**EXERCISE DIRECTIONS**
Where the listing shows an image, skip it and output all other material unchanged.

**INFORMATION GIVEN**

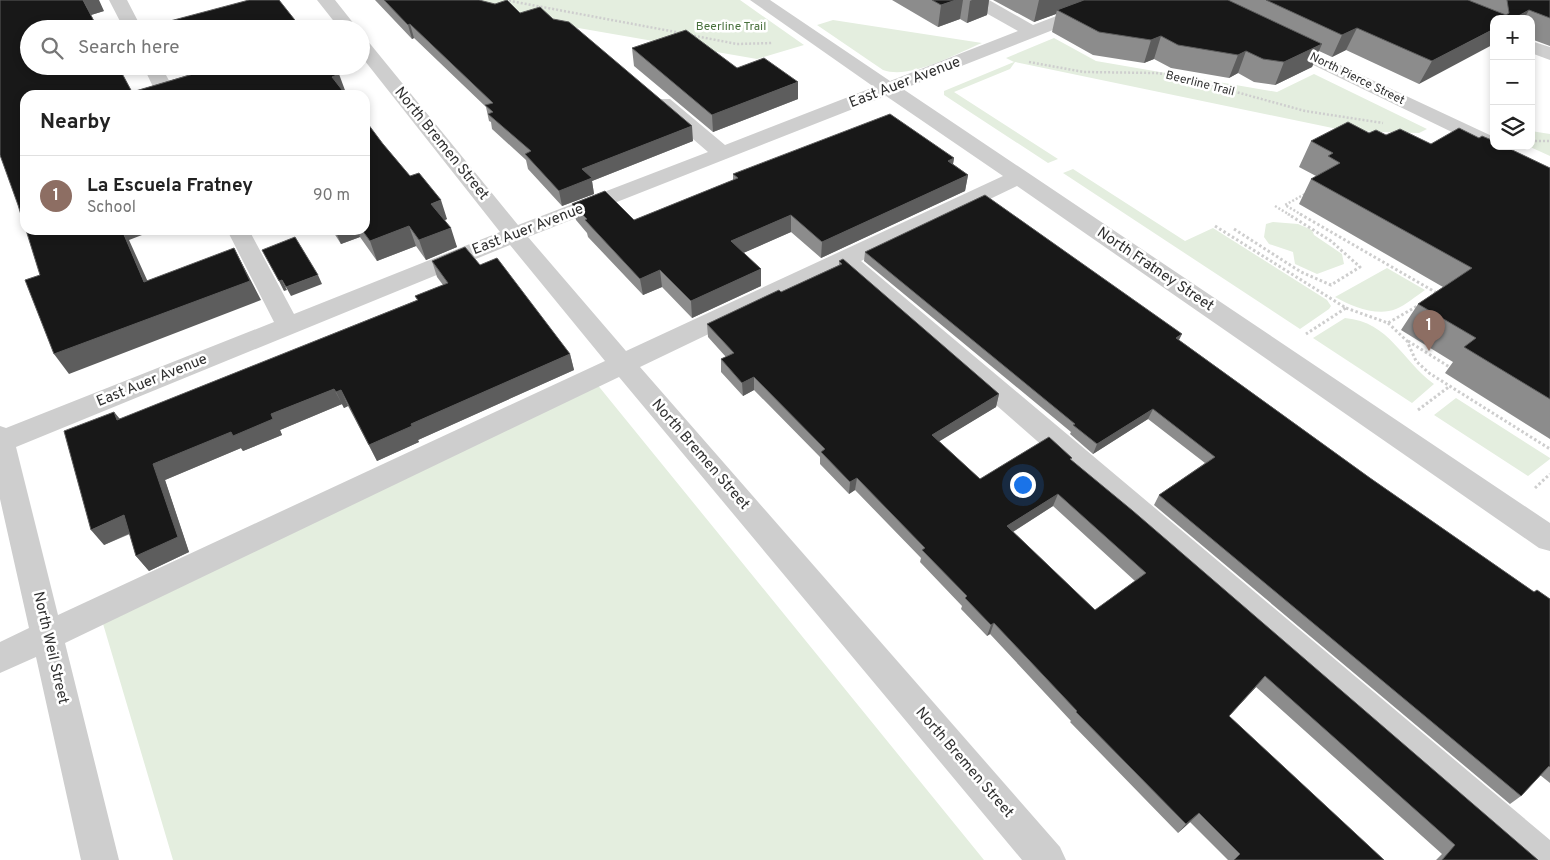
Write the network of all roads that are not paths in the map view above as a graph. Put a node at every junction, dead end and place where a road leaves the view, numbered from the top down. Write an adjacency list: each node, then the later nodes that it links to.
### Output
1 (118, 0): 6 (street)
2 (326, 0): 7 (street)
3 (759, 0): 14 (street, North Fratney Street)
4 (976, 0): 8 (street)
5 (1113, 0): 8 (street, East Auer Avenue)
6 (128, 20)
7 (342, 20)
8 (1033, 32): 14 (street, East Auer Avenue)
9 (1269, 37): 17 (street, North Pierce Street)
10 (1535, 48): 11 (street)
11 (1550, 54)
12 (370, 55): 21 (street, North Bremen Street)
13 (157, 75): 15 (street)
14 (890, 89): 18 (street, East Auer Avenue); 19 (street, North Fratney Street)
15 (164, 90)
16 (650, 92): 18 (street)
17 (1490, 143)
18 (723, 154): 21 (street, East Auer Avenue)
19 (1019, 177): 22 (street); 26 (street, North Fratney Street)
20 (241, 235): 23 (street)
21 (514, 235): 23 (street, East Auer Avenue); 24 (street, North Bremen Street)
22 (844, 259): 24 (street); 31 (street)
23 (288, 326): 25 (street, East Auer Avenue)
24 (622, 364): 27 (street); 30 (street, North Bremen Street)
25 (0, 440): 27 (street, North Weil Street)
26 (1550, 540)
27 (47, 635): 28 (street); 29 (street, North Weil Street)
28 (0, 658)
29 (100, 860)
30 (1047, 860)
31 (1544, 860)

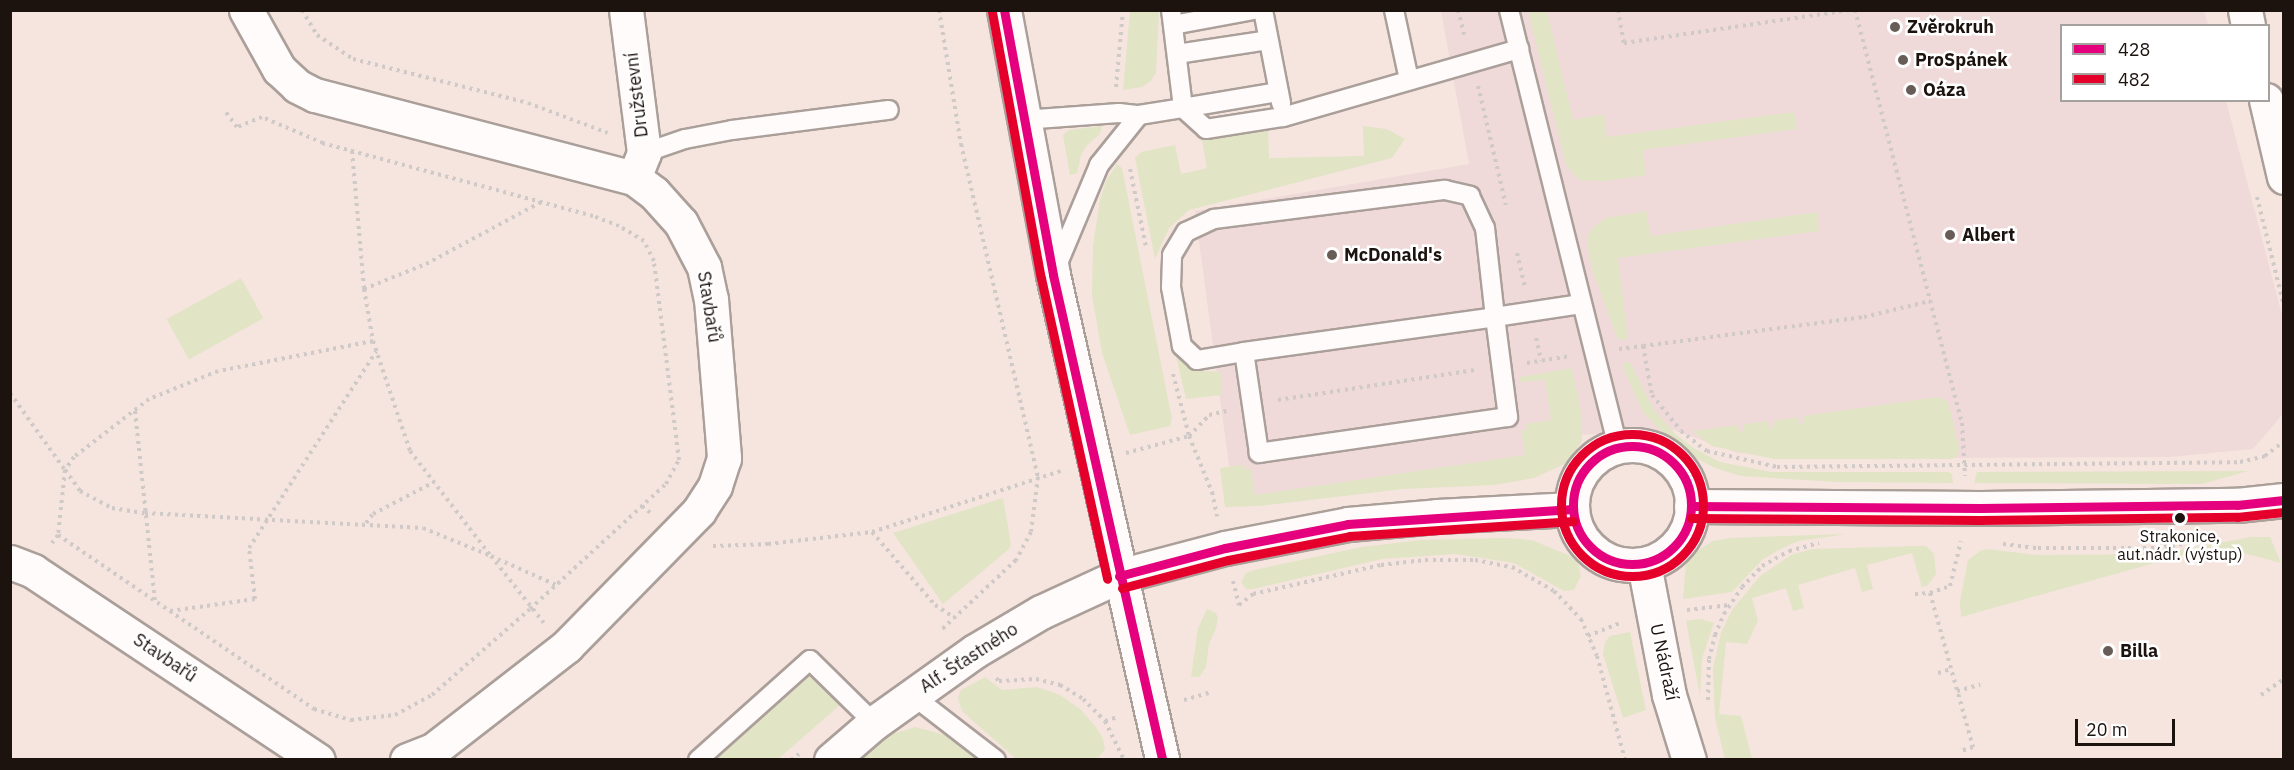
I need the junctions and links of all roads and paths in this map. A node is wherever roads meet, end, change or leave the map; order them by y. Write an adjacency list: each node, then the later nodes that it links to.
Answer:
1 (246, 10): 31 (street, Stavbařů)
2 (302, 10): 31 (path)
3 (627, 10): 31 (street, Družstevní)
4 (939, 10): 61 (path)
5 (1004, 10): 28 (street)
6 (1123, 10): 25 (path)
7 (1253, 10): 14 (lane)
8 (1263, 10): 15 (lane)
9 (1394, 10): 19 (lane)
10 (1458, 10): 18 (path)
11 (1509, 10): 16 (lane)
12 (1618, 10): 13 (path)
13 (1853, 10): 40 (path)
14 (1172, 18): 17 (lane)
15 (1268, 40): 17 (lane); 20 (lane)
16 (1519, 49): 18 (lane); 41 (lane)
17 (1177, 54): 22 (lane)
18 (1472, 62): 19 (lane); 35 (path)
19 (1409, 80): 27 (lane)
20 (1279, 92): 22 (lane); 27 (lane)
21 (2266, 102): 32 (street)
22 (1183, 108): 26 (lane); 27 (lane)
23 (224, 110): 30 (path)
24 (889, 110): 31 (lane)
25 (1119, 113): 26 (lane); 28 (lane)
26 (1139, 115): 29 (lane)
27 (1283, 117)
28 (1023, 120): 38 (street)
29 (1123, 134): 37 (path); 38 (lane)
30 (352, 152): 34 (path); 39 (path)
31 (639, 166): 74 (street, Stavbařů)
32 (2283, 177)
33 (2255, 192): 42 (path)
34 (543, 201): 39 (path); 65 (path)
35 (1508, 212)
36 (1515, 247): 43 (path)
37 (1149, 259)
38 (1053, 275): 84 (street)
39 (364, 289): 45 (path)
40 (1930, 301): 46 (path); 59 (path)
41 (1581, 304): 43 (lane); 49 (lane)
42 (2283, 306)
43 (1530, 312): 44 (lane); 50 (path)
44 (1495, 317): 48 (lane); 48 (lane); 51 (lane)
45 (373, 341): 47 (path); 55 (path)
46 (1643, 346): 49 (path); 59 (path)
47 (376, 351): 62 (path); 70 (path)
48 (1244, 352): 54 (lane)
49 (1594, 353): 50 (path); 58 (lane)
50 (1541, 360): 51 (path)
51 (1501, 367): 54 (path); 54 (lane)
52 (1172, 370): 56 (path)
53 (10, 393): 60 (path)
54 (1252, 405): 56 (path)
55 (135, 410): 60 (path); 69 (path)
56 (1189, 436): 64 (path)
57 (2283, 441): 59 (path)
58 (1618, 448): 66 (street); 68 (street)
59 (1965, 465): 67 (path)
60 (65, 470): 69 (path); 73 (path)
61 (1038, 477): 72 (path); 72 (path)
62 (434, 482): 71 (path); 81 (path)
63 (2283, 500): 67 (street)
64 (1214, 502)
65 (642, 506): 74 (path); 85 (path)
66 (1691, 506): 67 (street); 82 (street)
67 (1963, 508): 76 (path)
68 (1572, 509): 82 (street); 84 (street, Alf. Šťastného)
69 (145, 513): 70 (path); 88 (path)
70 (265, 520): 71 (path); 91 (path)
71 (365, 523): 81 (path)
72 (873, 532): 74 (path)
73 (58, 535): 83 (path); 88 (path)
74 (676, 535): 92 (street, Stavbařů)
75 (1952, 540): 76 (path)
76 (1961, 540): 77 (path); 86 (path)
77 (1971, 541)
78 (2204, 541): 80 (path)
79 (1825, 543): 101 (path)
80 (1999, 544)
81 (491, 556): 85 (path); 90 (path)
82 (1644, 564): 112 (street, U Nádraží)
83 (22, 567): 104 (street, Stavbařů)
84 (1119, 576): 99 (street, Alf. Šťastného); 110 (street)
85 (556, 585): 90 (path)
86 (1930, 593): 87 (path); 93 (path)
87 (1914, 594)
88 (155, 601): 91 (path)
89 (1239, 605): 111 (path)
90 (530, 609): 91 (path); 92 (path)
91 (170, 611)
92 (567, 646): 105 (street, Stavbařů)
93 (1951, 669): 94 (path); 98 (path)
94 (1938, 673)
95 (2283, 679): 100 (path)
96 (999, 681): 109 (path)
97 (1980, 685): 98 (path)
98 (1957, 691): 103 (path)
99 (912, 695): 102 (street, Alf. Šťastného); 108 (lane)
100 (2260, 695)
101 (1710, 712)
102 (874, 723): 106 (lane); 107 (street, Alf. Šťastného)
103 (1961, 751)
104 (318, 759)
105 (407, 759)
106 (698, 759)
107 (831, 759)
108 (996, 759)
109 (1124, 759)
110 (1162, 759)
111 (1625, 759)
112 (1689, 759)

**TASK RESPONSE**
Write the network of all roads that are not paths in the map view above as a graph. Put a node at every junction, dead end and place where a road leaves the view, numbered from the top down. Write an adjacency list: each node, then the later nodes that it links to.
### Output
1 (118, 0): 6 (street)
2 (326, 0): 7 (street)
3 (759, 0): 14 (street, North Fratney Street)
4 (976, 0): 8 (street)
5 (1113, 0): 8 (street, East Auer Avenue)
6 (128, 20)
7 (342, 20)
8 (1033, 32): 14 (street, East Auer Avenue)
9 (1269, 37): 17 (street, North Pierce Street)
10 (1535, 48): 11 (street)
11 (1550, 54)
12 (370, 55): 21 (street, North Bremen Street)
13 (157, 75): 15 (street)
14 (890, 89): 18 (street, East Auer Avenue); 19 (street, North Fratney Street)
15 (164, 90)
16 (650, 92): 18 (street)
17 (1490, 143)
18 (723, 154): 21 (street, East Auer Avenue)
19 (1019, 177): 22 (street); 26 (street, North Fratney Street)
20 (241, 235): 23 (street)
21 (514, 235): 23 (street, East Auer Avenue); 24 (street, North Bremen Street)
22 (844, 259): 24 (street); 31 (street)
23 (288, 326): 25 (street, East Auer Avenue)
24 (622, 364): 27 (street); 30 (street, North Bremen Street)
25 (0, 440): 27 (street, North Weil Street)
26 (1550, 540)
27 (47, 635): 28 (street); 29 (street, North Weil Street)
28 (0, 658)
29 (100, 860)
30 (1047, 860)
31 (1544, 860)

I need the junctions and links of all roads and paths in this map. A node is wherever roads meet, end, change or leave the map; order them by y. Write an adjacency list: each node, then the later nodes that it links to.
Answer:
1 (246, 10): 31 (street, Stavbařů)
2 (302, 10): 31 (path)
3 (627, 10): 31 (street, Družstevní)
4 (939, 10): 61 (path)
5 (1004, 10): 28 (street)
6 (1123, 10): 25 (path)
7 (1253, 10): 14 (lane)
8 (1263, 10): 15 (lane)
9 (1394, 10): 19 (lane)
10 (1458, 10): 18 (path)
11 (1509, 10): 16 (lane)
12 (1618, 10): 13 (path)
13 (1853, 10): 40 (path)
14 (1172, 18): 17 (lane)
15 (1268, 40): 17 (lane); 20 (lane)
16 (1519, 49): 18 (lane); 41 (lane)
17 (1177, 54): 22 (lane)
18 (1472, 62): 19 (lane); 35 (path)
19 (1409, 80): 27 (lane)
20 (1279, 92): 22 (lane); 27 (lane)
21 (2266, 102): 32 (street)
22 (1183, 108): 26 (lane); 27 (lane)
23 (224, 110): 30 (path)
24 (889, 110): 31 (lane)
25 (1119, 113): 26 (lane); 28 (lane)
26 (1139, 115): 29 (lane)
27 (1283, 117)
28 (1023, 120): 38 (street)
29 (1123, 134): 37 (path); 38 (lane)
30 (352, 152): 34 (path); 39 (path)
31 (639, 166): 74 (street, Stavbařů)
32 (2283, 177)
33 (2255, 192): 42 (path)
34 (543, 201): 39 (path); 65 (path)
35 (1508, 212)
36 (1515, 247): 43 (path)
37 (1149, 259)
38 (1053, 275): 84 (street)
39 (364, 289): 45 (path)
40 (1930, 301): 46 (path); 59 (path)
41 (1581, 304): 43 (lane); 49 (lane)
42 (2283, 306)
43 (1530, 312): 44 (lane); 50 (path)
44 (1495, 317): 48 (lane); 48 (lane); 51 (lane)
45 (373, 341): 47 (path); 55 (path)
46 (1643, 346): 49 (path); 59 (path)
47 (376, 351): 62 (path); 70 (path)
48 (1244, 352): 54 (lane)
49 (1594, 353): 50 (path); 58 (lane)
50 (1541, 360): 51 (path)
51 (1501, 367): 54 (path); 54 (lane)
52 (1172, 370): 56 (path)
53 (10, 393): 60 (path)
54 (1252, 405): 56 (path)
55 (135, 410): 60 (path); 69 (path)
56 (1189, 436): 64 (path)
57 (2283, 441): 59 (path)
58 (1618, 448): 66 (street); 68 (street)
59 (1965, 465): 67 (path)
60 (65, 470): 69 (path); 73 (path)
61 (1038, 477): 72 (path); 72 (path)
62 (434, 482): 71 (path); 81 (path)
63 (2283, 500): 67 (street)
64 (1214, 502)
65 (642, 506): 74 (path); 85 (path)
66 (1691, 506): 67 (street); 82 (street)
67 (1963, 508): 76 (path)
68 (1572, 509): 82 (street); 84 (street, Alf. Šťastného)
69 (145, 513): 70 (path); 88 (path)
70 (265, 520): 71 (path); 91 (path)
71 (365, 523): 81 (path)
72 (873, 532): 74 (path)
73 (58, 535): 83 (path); 88 (path)
74 (676, 535): 92 (street, Stavbařů)
75 (1952, 540): 76 (path)
76 (1961, 540): 77 (path); 86 (path)
77 (1971, 541)
78 (2204, 541): 80 (path)
79 (1825, 543): 101 (path)
80 (1999, 544)
81 (491, 556): 85 (path); 90 (path)
82 (1644, 564): 112 (street, U Nádraží)
83 (22, 567): 104 (street, Stavbařů)
84 (1119, 576): 99 (street, Alf. Šťastného); 110 (street)
85 (556, 585): 90 (path)
86 (1930, 593): 87 (path); 93 (path)
87 (1914, 594)
88 (155, 601): 91 (path)
89 (1239, 605): 111 (path)
90 (530, 609): 91 (path); 92 (path)
91 (170, 611)
92 (567, 646): 105 (street, Stavbařů)
93 (1951, 669): 94 (path); 98 (path)
94 (1938, 673)
95 (2283, 679): 100 (path)
96 (999, 681): 109 (path)
97 (1980, 685): 98 (path)
98 (1957, 691): 103 (path)
99 (912, 695): 102 (street, Alf. Šťastného); 108 (lane)
100 (2260, 695)
101 (1710, 712)
102 (874, 723): 106 (lane); 107 (street, Alf. Šťastného)
103 (1961, 751)
104 (318, 759)
105 (407, 759)
106 (698, 759)
107 (831, 759)
108 (996, 759)
109 (1124, 759)
110 (1162, 759)
111 (1625, 759)
112 (1689, 759)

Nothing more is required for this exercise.